__TASK REQUIREMENTS__
This exercise calls for a copy of every line in the listing below that carries the word "north".

__RECORDED INFORMATION__
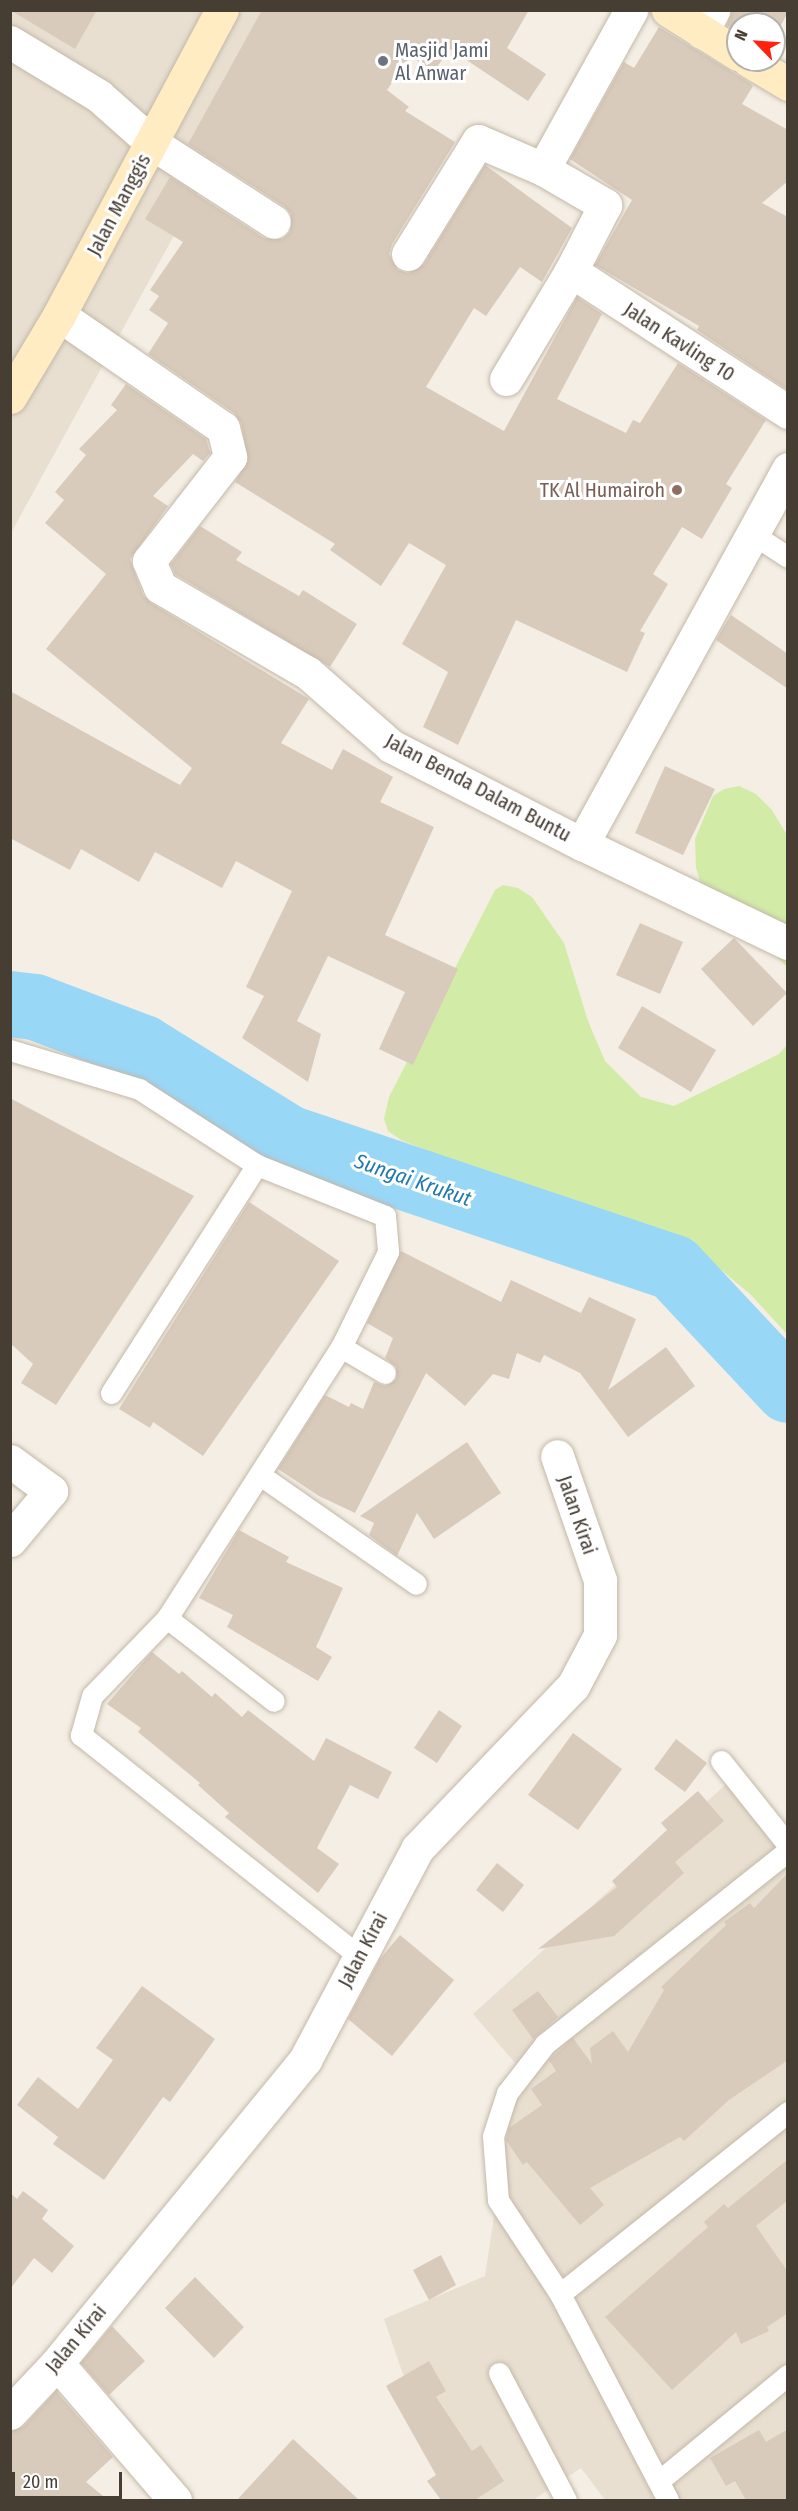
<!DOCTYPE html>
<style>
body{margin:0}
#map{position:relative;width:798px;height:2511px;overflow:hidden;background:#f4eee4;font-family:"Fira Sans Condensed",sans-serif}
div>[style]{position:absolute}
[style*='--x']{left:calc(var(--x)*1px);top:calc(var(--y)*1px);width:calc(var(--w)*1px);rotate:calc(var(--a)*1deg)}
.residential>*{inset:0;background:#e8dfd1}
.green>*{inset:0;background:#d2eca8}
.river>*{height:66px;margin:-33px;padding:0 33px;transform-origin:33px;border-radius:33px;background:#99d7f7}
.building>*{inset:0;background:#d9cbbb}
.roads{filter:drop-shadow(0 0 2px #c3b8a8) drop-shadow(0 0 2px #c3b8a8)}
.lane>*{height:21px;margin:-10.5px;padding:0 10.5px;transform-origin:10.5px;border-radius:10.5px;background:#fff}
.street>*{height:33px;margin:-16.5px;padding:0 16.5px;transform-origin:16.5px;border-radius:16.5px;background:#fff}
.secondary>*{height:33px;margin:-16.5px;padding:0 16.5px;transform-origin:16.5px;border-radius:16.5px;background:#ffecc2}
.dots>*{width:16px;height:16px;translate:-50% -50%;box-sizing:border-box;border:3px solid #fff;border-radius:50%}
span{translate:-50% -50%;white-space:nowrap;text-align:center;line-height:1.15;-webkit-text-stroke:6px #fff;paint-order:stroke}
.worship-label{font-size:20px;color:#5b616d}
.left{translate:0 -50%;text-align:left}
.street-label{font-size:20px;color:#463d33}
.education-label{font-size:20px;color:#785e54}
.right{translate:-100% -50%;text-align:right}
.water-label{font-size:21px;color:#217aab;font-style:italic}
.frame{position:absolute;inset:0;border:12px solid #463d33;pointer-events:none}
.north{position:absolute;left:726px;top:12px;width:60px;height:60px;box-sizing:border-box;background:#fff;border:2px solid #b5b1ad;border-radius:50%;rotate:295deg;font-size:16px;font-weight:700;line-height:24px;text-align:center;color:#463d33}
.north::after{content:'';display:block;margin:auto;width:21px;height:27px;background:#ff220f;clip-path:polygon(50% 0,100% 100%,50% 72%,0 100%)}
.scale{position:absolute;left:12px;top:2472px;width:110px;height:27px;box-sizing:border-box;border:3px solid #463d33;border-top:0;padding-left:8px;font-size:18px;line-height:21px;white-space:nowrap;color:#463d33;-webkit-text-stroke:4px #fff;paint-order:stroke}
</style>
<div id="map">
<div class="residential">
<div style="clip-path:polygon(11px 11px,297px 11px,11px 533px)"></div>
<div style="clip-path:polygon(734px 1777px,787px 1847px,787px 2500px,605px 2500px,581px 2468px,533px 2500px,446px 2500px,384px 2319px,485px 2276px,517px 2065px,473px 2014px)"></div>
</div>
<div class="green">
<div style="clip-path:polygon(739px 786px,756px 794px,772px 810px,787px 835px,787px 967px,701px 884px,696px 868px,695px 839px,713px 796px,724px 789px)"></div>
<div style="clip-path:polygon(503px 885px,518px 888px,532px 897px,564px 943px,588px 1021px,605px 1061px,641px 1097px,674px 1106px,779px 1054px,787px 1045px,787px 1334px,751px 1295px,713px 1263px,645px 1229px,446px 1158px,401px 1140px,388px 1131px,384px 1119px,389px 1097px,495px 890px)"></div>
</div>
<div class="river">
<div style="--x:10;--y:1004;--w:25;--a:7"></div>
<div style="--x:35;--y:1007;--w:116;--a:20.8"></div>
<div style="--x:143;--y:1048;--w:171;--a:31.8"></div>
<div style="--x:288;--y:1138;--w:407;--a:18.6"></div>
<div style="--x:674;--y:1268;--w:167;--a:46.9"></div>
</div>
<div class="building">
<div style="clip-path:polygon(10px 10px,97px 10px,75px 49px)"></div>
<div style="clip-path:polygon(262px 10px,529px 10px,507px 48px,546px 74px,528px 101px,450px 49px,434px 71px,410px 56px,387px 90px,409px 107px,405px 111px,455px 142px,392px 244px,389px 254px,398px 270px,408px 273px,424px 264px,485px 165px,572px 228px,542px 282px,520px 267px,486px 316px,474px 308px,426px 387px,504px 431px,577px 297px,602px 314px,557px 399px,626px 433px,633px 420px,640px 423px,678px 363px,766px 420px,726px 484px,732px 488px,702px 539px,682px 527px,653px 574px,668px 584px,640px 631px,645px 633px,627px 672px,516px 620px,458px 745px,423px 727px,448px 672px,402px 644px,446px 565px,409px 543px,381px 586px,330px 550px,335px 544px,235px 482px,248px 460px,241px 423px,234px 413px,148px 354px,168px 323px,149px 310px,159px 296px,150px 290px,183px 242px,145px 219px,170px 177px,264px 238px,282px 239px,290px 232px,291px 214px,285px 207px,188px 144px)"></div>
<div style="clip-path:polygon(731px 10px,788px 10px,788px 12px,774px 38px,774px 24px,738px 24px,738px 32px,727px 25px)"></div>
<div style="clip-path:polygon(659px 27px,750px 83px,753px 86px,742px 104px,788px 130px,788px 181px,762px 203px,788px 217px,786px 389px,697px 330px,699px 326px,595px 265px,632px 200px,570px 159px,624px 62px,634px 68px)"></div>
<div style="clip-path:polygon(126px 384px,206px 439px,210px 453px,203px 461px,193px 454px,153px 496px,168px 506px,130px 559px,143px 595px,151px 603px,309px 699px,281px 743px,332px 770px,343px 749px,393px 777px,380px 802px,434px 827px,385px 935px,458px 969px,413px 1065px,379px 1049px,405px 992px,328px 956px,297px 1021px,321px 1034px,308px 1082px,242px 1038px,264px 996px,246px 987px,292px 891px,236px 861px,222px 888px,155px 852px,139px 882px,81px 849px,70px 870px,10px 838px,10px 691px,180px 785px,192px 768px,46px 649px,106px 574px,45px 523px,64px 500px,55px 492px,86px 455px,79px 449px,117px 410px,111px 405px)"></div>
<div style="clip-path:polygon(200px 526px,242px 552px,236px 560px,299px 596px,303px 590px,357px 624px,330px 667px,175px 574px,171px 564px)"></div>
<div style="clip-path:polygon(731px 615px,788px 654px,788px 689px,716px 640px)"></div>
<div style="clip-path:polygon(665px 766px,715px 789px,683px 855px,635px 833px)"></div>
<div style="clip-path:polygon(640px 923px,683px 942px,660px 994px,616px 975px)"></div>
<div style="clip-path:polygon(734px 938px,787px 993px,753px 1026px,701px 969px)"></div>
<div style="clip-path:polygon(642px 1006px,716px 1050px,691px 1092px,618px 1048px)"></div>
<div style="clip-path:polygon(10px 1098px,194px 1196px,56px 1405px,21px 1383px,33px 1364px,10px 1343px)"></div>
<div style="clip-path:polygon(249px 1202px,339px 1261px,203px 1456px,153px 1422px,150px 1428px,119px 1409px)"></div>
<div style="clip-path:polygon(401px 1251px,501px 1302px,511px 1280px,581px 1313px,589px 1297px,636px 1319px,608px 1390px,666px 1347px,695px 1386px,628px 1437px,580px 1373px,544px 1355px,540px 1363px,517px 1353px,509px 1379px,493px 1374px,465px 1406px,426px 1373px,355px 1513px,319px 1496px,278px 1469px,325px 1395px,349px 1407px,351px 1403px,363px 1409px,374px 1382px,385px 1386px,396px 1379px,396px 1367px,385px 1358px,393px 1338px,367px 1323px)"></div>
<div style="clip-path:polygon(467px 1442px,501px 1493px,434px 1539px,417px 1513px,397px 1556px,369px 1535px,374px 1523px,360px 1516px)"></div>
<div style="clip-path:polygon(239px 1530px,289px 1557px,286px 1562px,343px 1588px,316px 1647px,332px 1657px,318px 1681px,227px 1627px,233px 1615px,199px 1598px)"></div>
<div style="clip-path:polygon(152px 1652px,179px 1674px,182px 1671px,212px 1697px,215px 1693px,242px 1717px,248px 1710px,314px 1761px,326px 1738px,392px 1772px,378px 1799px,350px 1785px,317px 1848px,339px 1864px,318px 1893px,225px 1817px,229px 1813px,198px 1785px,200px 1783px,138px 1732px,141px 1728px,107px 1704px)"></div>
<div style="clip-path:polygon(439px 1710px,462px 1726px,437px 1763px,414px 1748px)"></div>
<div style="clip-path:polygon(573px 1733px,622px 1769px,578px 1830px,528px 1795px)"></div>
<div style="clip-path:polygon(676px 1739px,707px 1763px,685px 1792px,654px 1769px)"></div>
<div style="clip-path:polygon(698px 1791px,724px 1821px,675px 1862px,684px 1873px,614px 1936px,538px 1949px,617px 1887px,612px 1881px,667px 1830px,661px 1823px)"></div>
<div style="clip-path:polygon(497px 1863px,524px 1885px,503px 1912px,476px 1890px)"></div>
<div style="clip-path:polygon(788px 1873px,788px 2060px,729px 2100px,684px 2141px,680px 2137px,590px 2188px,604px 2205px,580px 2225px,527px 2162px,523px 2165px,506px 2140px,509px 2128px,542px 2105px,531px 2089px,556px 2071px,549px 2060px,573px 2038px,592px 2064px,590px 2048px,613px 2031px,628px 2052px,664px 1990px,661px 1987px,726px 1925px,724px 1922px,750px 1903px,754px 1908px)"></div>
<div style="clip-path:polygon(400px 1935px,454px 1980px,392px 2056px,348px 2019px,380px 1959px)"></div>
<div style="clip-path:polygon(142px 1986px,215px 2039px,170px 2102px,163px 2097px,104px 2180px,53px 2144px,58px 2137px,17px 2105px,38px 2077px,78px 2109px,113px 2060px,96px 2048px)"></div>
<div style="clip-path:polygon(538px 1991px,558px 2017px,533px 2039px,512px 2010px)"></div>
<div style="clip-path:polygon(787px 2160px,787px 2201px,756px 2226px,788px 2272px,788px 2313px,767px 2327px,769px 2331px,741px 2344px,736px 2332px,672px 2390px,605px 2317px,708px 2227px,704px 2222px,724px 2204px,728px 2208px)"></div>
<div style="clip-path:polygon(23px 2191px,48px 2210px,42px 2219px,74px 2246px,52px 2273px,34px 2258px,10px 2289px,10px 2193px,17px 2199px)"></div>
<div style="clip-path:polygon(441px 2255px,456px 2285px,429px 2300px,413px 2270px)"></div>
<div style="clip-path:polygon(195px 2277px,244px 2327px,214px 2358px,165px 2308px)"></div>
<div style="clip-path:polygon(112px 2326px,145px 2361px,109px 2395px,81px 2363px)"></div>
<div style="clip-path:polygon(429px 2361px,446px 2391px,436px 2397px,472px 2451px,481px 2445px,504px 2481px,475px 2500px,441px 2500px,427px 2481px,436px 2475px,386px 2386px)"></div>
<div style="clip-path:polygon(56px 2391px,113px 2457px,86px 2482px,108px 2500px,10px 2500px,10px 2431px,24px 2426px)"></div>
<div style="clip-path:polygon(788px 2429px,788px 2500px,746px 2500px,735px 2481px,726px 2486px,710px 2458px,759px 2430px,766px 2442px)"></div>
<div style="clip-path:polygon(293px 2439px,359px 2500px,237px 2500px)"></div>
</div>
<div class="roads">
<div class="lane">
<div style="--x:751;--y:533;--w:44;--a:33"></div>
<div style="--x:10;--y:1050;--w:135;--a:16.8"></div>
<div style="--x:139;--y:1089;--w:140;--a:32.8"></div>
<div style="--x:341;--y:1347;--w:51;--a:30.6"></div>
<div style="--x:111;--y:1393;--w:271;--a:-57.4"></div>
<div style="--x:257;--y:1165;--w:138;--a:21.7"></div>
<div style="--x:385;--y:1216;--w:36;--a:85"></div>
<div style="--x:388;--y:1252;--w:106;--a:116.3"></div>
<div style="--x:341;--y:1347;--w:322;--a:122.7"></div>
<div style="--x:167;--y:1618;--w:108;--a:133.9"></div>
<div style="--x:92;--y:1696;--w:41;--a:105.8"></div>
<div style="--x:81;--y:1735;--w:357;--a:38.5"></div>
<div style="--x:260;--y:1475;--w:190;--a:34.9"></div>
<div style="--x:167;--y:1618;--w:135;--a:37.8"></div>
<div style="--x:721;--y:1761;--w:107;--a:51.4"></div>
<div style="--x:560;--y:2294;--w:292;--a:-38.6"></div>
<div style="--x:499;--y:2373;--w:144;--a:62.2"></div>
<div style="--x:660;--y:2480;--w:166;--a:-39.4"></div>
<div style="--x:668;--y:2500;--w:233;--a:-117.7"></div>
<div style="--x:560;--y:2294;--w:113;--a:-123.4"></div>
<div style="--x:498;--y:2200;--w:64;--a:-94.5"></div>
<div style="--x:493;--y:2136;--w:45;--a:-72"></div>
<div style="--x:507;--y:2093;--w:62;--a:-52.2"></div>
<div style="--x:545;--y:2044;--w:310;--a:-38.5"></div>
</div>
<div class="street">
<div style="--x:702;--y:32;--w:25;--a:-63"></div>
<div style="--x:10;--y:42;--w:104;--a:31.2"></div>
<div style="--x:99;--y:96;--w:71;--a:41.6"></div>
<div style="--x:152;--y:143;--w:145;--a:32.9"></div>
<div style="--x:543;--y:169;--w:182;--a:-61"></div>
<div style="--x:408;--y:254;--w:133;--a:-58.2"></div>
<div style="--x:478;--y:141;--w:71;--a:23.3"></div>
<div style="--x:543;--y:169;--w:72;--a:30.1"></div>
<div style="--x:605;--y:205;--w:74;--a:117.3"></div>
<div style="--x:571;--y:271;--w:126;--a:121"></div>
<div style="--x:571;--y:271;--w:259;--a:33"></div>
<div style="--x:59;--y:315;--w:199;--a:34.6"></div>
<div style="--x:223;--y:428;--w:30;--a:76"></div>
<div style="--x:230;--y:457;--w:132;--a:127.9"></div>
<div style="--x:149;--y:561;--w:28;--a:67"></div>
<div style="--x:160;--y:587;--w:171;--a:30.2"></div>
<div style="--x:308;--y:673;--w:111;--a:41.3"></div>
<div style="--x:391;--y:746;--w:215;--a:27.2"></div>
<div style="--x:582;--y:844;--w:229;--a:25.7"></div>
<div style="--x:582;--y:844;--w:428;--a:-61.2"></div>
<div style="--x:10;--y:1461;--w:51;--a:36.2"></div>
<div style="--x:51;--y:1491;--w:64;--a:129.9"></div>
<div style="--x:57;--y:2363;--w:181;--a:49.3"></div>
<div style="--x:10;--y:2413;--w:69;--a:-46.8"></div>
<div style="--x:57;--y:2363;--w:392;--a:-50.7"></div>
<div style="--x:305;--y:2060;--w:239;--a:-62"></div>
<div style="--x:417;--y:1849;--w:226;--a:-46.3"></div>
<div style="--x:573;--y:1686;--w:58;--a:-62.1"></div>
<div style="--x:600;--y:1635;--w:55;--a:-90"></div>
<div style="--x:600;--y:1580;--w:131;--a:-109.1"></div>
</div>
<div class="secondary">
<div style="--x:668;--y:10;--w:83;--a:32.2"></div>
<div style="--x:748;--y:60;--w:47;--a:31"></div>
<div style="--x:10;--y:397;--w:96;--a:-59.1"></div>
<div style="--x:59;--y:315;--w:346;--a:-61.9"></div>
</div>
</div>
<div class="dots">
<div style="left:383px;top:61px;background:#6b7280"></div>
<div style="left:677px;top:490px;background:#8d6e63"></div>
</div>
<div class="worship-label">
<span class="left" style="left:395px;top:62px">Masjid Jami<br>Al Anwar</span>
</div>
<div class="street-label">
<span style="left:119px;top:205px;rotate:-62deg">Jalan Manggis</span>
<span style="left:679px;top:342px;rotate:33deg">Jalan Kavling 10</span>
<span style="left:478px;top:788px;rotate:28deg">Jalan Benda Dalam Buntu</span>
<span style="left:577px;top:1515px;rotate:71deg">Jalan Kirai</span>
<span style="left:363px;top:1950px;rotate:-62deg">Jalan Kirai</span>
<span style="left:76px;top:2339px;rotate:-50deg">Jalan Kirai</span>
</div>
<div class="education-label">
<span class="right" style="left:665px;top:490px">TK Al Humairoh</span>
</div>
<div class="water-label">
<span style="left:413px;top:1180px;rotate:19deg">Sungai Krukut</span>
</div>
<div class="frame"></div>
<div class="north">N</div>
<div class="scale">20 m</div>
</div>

__ANSWER TO THIS TASK__
.north{position:absolute;left:726px;top:12px;width:60px;height:60px;box-sizing:border-box;background:#fff;border:2px solid #b5b1ad;border-radius:50%;rotate:295deg;font-size:16px;font-weight:700;line-height:24px;text-align:center;color:#463d33}
.north::after{content:'';display:block;margin:auto;width:21px;height:27px;background:#ff220f;clip-path:polygon(50% 0,100% 100%,50% 72%,0 100%)}
<div class="north">N</div>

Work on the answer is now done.